Personal growth is very important to me. In fact, I would say that personal growth is the most important thing in my life. I’m only 20 years old, yet I live the life of an adult; working full time, supporting myself, and living my life. I do a lot of introspection in general — I know what I like about myself, I know what I don’t like about myself, and I know what I need to do to change those things (and I am usually actively trying to change them).

That being said, I still have no idea what drives me — what makes me tick.

I can explain every single one of my actions and behaviours. I can sit and analyze my every move, and tell you why I did it at the time, why I did it subconsciously, and why I would or wouldn’t do it again. I grew up around a man for whom nothing was good enough. My father was never happy with what I had done — he was always focused on what I hadn’t. So I grew up constantly craving approval. I want people to smile and laugh, or grow as a person, or feel like they haven’t wasted their time with me. I want people to tell me I’m doing a good job, hell, that I’m doing a great job!
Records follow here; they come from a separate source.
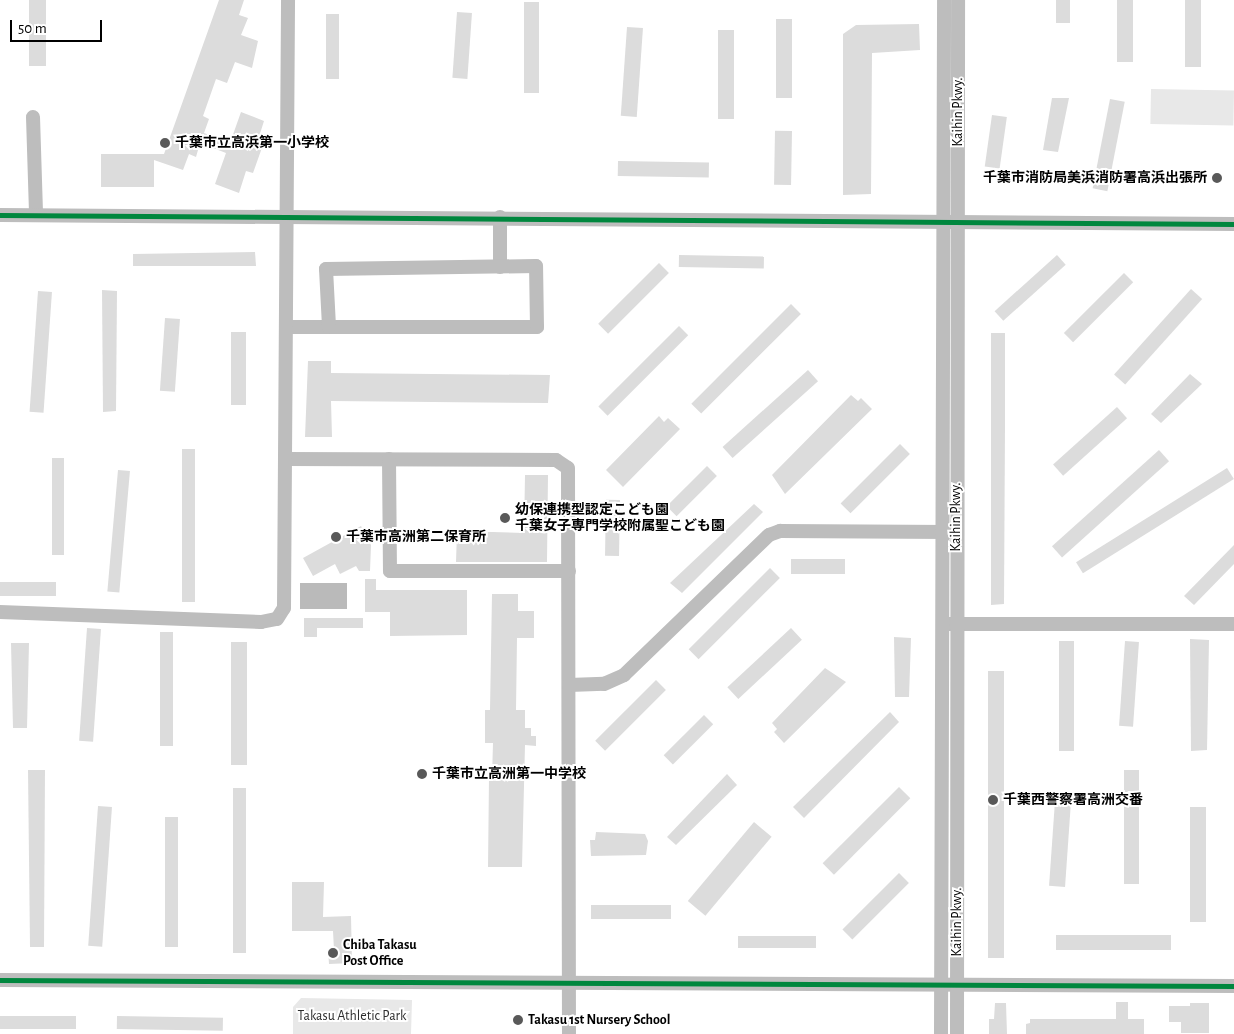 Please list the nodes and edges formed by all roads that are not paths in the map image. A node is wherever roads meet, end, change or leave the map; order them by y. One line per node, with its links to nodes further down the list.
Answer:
1 (288, 0): 7 (street)
2 (944, 0): 9 (street, Kaihin Pkwy.)
3 (958, 0): 10 (street, Kaihin Pkwy.)
4 (33, 117): 6 (street)
5 (0, 215): 6 (street)
6 (36, 215): 7 (street)
7 (287, 216): 8 (street); 13 (street)
8 (500, 217): 9 (street); 12 (street)
9 (943, 220): 10 (street); 18 (street, Kaihin Pkwy.)
10 (958, 220): 11 (street); 17 (street, Kaihin Pkwy.)
11 (1234, 224)
12 (500, 266): 14 (street); 14 (street)
13 (286, 327): 14 (street); 15 (street)
14 (329, 327)
15 (285, 459): 16 (street); 20 (street)
16 (389, 459): 19 (street); 19 (street)
17 (956, 531): 18 (street); 21 (street, Kaihin Pkwy.)
18 (942, 532): 22 (street, Kaihin Pkwy.); 24 (street)
19 (569, 571): 24 (street)
20 (0, 612)
21 (955, 623): 22 (street); 23 (street); 28 (street, Kaihin Pkwy.)
22 (941, 624): 27 (street, Kaihin Pkwy.)
23 (1234, 624)
24 (569, 685): 26 (street)
25 (0, 980): 26 (street)
26 (569, 983): 27 (street); 30 (street)
27 (942, 985): 28 (street); 31 (street, Kaihin Pkwy.)
28 (957, 985): 29 (street); 32 (street, Kaihin Pkwy.)
29 (1234, 986)
30 (569, 1034)
31 (941, 1034)
32 (957, 1034)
It shows in everything I do: joining a fraternity for acceptance, getting a job where I fix other people’s problems all day, etc, etc. I just want people to like me.

I am, according to a close friend, one of a small percentage of people who will actually talk about what’s in their head. I don’t believe that I talk about myself out of conceit or ego, rather, it’s a fascination with oneself, and a fascination at being able to analyze myself that way. A lot of people can’t be honest with themselves — I can, and I share it with everyone (so they’ll like me!).

I don’t want you to humor me and tell me I’m ‘doing a good job’. If you want to say it, and you mean it, that’s great. But I don’t talk about myself for ego boosts or confidence builders; I talk about myself for me — to grow and learn. I talk about myself so that someone else can provide an objective viewpoint as to whether or not I’m crazy, or whether or not my ideas are reasonable. I talk about myself because I don’t know myself, and the only way I can is through someone else’s eyes.